PROBLEM REQUIREMENTS: What you produce should be every line from the data that includes "street".

#### TASK INPUT ####

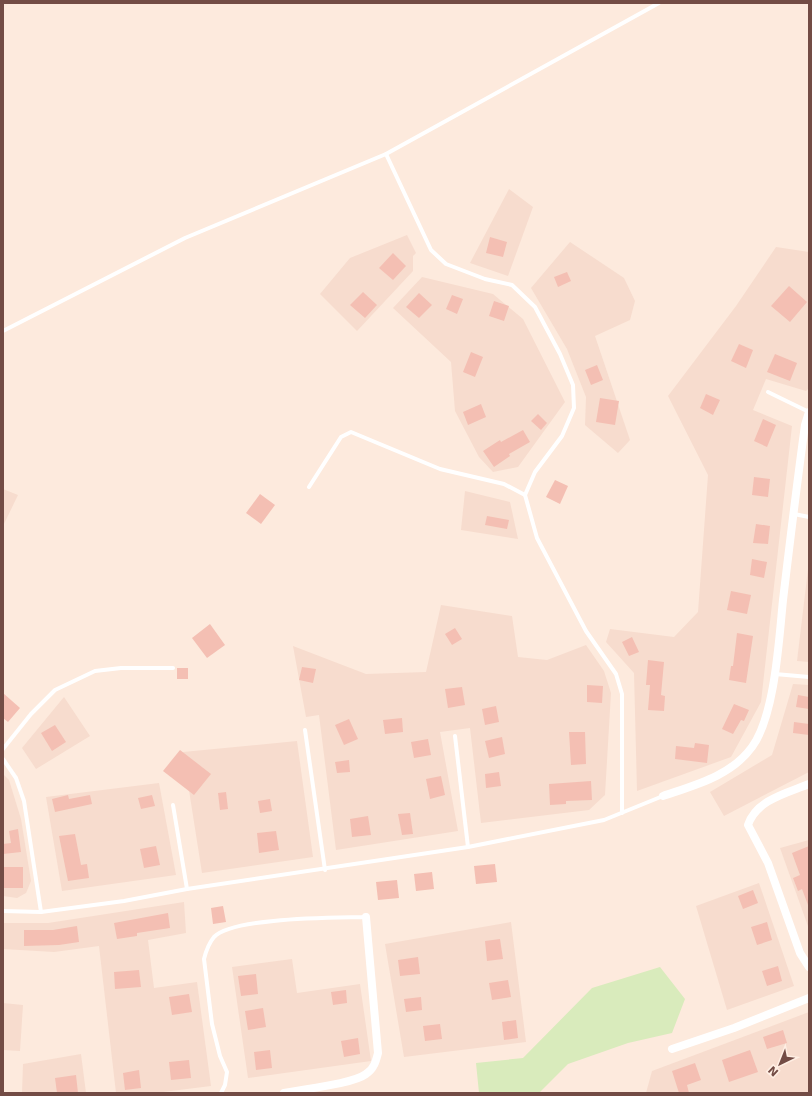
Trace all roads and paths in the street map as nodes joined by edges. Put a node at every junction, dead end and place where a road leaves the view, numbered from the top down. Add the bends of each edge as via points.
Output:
1 (659, 3) edge
2 (386, 154) junction
3 (3, 330) edge
4 (768, 392) dead end
5 (809, 412) edge
6 (309, 487) dead end
7 (525, 495) junction
8 (794, 514) junction
9 (809, 517) edge
10 (173, 668) dead end
11 (774, 674) junction
12 (809, 677) edge
13 (305, 730) dead end
14 (455, 736) dead end
15 (3, 749) edge
16 (3, 760) edge
17 (809, 784) edge
18 (663, 796) joint
19 (173, 805) dead end
20 (622, 813) junction
21 (468, 847) junction
22 (325, 870) junction
23 (187, 889) junction
24 (3, 911) edge
25 (41, 912) junction
26 (366, 917) joint
27 (809, 967) edge
28 (809, 998) edge
29 (672, 1048) dead end
30 (221, 1093) edge
31 (284, 1093) edge

1 - 2 lane
2 - 3 lane via 185,238
2 - 7 lane via 431,250 446,264 485,279 512,285 535,307 573,385 574,408 562,436 536,472
4 - 5 lane
5 - 8 street via 804,425
6 - 7 lane via 341,437 351,432 440,470 504,484
7 - 20 lane via 536,538 586,631 616,674 622,694
8 - 9 lane
8 - 11 street
10 - 15 lane via 121,668 96,671 55,690 31,714
11 - 12 lane
11 - 18 street via 765,722 752,748 740,760 710,780
13 - 22 lane
14 - 21 lane
16 - 25 lane via 16,778 24,801
17 - 27 street via 769,800 754,813 748,825 768,863 800,953
18 - 20 lane
19 - 23 lane
20 - 21 lane via 604,820
21 - 22 lane
22 - 23 lane
23 - 25 lane
24 - 25 lane
26 - 30 lane via 268,921 223,931 214,936 204,959 212,1024 227,1072
26 - 31 street via 378,1053 375,1065 367,1074 356,1079
28 - 29 street via 734,1028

####

REPLY:
Trace all roads and paths in the street map as nodes joined by edges. Put a node at every junction, dead end and place where a road leaves the view, numbered from the top down. Add the bends of each edge as via points.
5 - 8 street via 804,425
8 - 11 street
11 - 18 street via 765,722 752,748 740,760 710,780
17 - 27 street via 769,800 754,813 748,825 768,863 800,953
26 - 31 street via 378,1053 375,1065 367,1074 356,1079
28 - 29 street via 734,1028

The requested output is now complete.